Work instructions:
Search the records for the string "edges". Copy each line where it occurs.

Records from a collection:

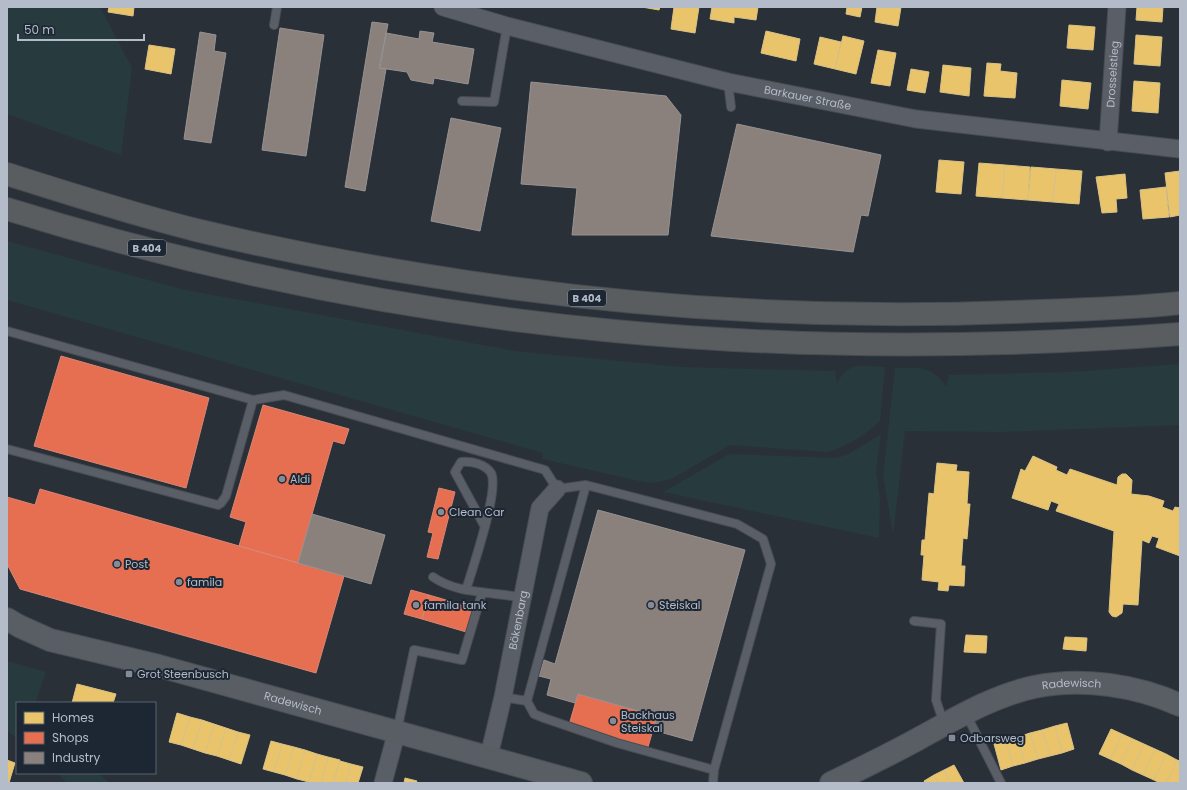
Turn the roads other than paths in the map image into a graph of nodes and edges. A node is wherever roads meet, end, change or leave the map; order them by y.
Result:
1 (277, 7) edge
2 (443, 7) edge
3 (1117, 7) edge
4 (274, 25) dead end
5 (507, 26) junction
6 (728, 82) junction
7 (462, 101) dead end
8 (731, 107) dead end
9 (1108, 142) junction
10 (1180, 149) edge
11 (7, 174) edge
12 (7, 209) edge
13 (1180, 303) edge
14 (7, 331) edge
15 (1180, 334) edge
16 (253, 400) junction
17 (7, 449) edge
18 (586, 485) junction
19 (557, 489) junction
20 (485, 527) junction
21 (433, 577) dead end
22 (466, 590) junction
23 (482, 593) junction
24 (523, 598) junction
25 (7, 619) edge
26 (914, 622) dead end
27 (503, 697) junction
28 (527, 701) junction
29 (1180, 705) edge
30 (965, 713) junction
31 (944, 725) junction
32 (397, 731) junction
33 (489, 756) junction
34 (714, 770) junction
35 (382, 783) edge
36 (581, 783) edge
37 (713, 783) edge
38 (831, 783) edge
39 (1001, 783) edge

1 - 4 lane
2 - 5 street, Barkauer Straße
3 - 9 street, Drosselstieg
5 - 6 street, Barkauer Straße
5 - 7 lane
6 - 8 lane
6 - 9 street, Barkauer Straße
9 - 10 street, Barkauer Straße
11 - 13 highway, B 404
12 - 15 highway, B 404
14 - 16 lane
16 - 17 lane
16 - 19 lane
18 - 19 lane
18 - 28 lane
18 - 34 lane
19 - 24 street, Bökenbarg
20 - 20 lane
20 - 22 lane
21 - 22 lane
22 - 23 lane
23 - 24 lane
23 - 32 lane
24 - 27 street, Bökenbarg
25 - 32 street, Radewisch
26 - 31 lane
27 - 28 lane
27 - 33 street, Bökenbarg
28 - 34 lane
29 - 30 street, Radewisch
30 - 31 street, Radewisch
30 - 39 lane
31 - 38 street, Radewisch
32 - 33 street, Radewisch
32 - 35 street
33 - 36 street, Radewisch
34 - 37 lane

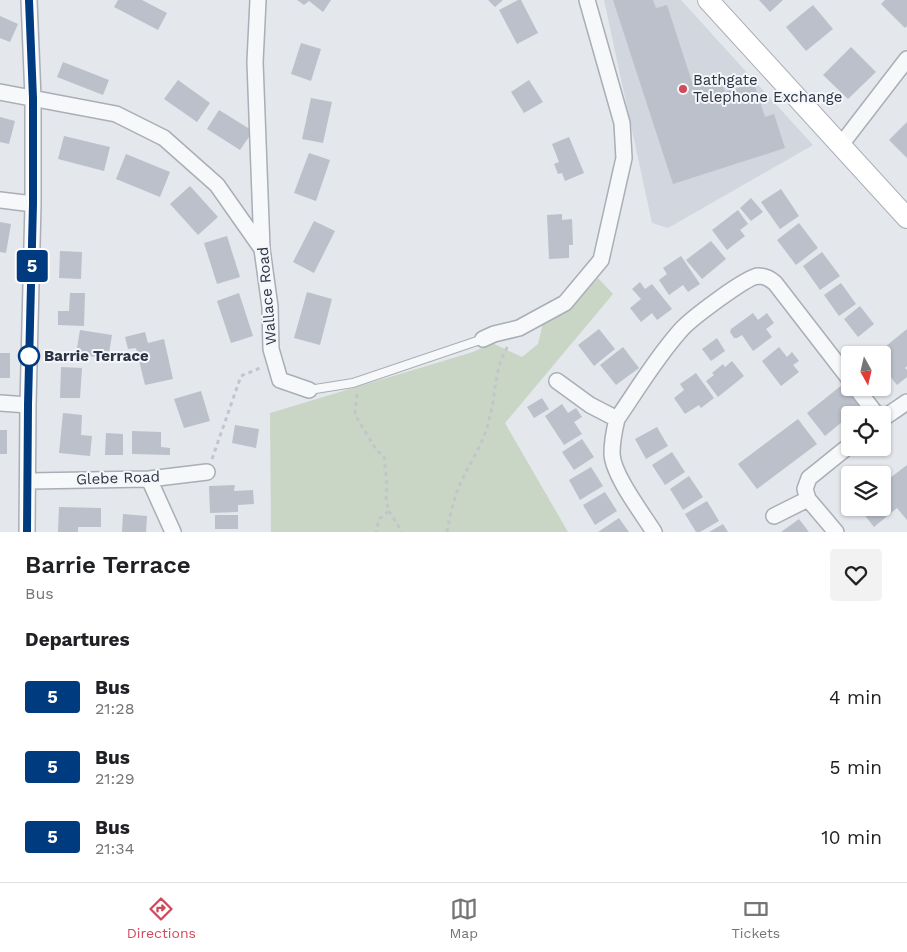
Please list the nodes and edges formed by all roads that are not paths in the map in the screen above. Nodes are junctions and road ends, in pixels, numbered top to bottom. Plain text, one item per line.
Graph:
1 (28, 0) edge
2 (258, 0) edge
3 (587, 0) edge
4 (708, 0) edge
5 (907, 59) edge
6 (0, 92) edge
7 (33, 98) junction
8 (840, 146) junction
9 (0, 200) edge
10 (33, 204) junction
11 (907, 218) edge
12 (262, 249) junction
13 (483, 339) joint
14 (841, 368) edge
15 (557, 381) dead end
16 (309, 390) joint
17 (862, 396) edge
18 (907, 402) edge
19 (0, 403) edge
20 (28, 405) junction
21 (870, 406) edge
22 (891, 413) edge
23 (617, 419) junction
24 (841, 452) edge
25 (207, 472) road end
26 (149, 479) junction
27 (28, 480) junction
28 (808, 499) junction
29 (774, 516) dead end
30 (27, 532) edge
31 (172, 532) edge
32 (654, 532) edge
33 (836, 532) edge

1 - 7 street
2 - 12 street, Wallace Road
3 - 13 street
4 - 8 main road
5 - 8 street
6 - 7 street
7 - 10 street
7 - 12 street
8 - 11 main road
9 - 10 street
10 - 20 street
12 - 16 street, Wallace Road
13 - 16 lane, Wallace Road
14 - 23 street
15 - 23 street
17 - 21 street
18 - 22 street
19 - 20 street
20 - 27 street
23 - 32 street
24 - 28 street
25 - 26 street, Glebe Road
26 - 27 street, Glebe Road
26 - 31 street
27 - 30 street
28 - 29 street
28 - 33 street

Answer area:
Turn the roads other than paths in the map image into a graph of nodes and edges. A node is wherever roads meet, end, change or leave the map; order them by y.
Please list the nodes and edges formed by all roads that are not paths in the map in the screen above. Nodes are junctions and road ends, in pixels, numbered top to bottom. Plain text, one item per line.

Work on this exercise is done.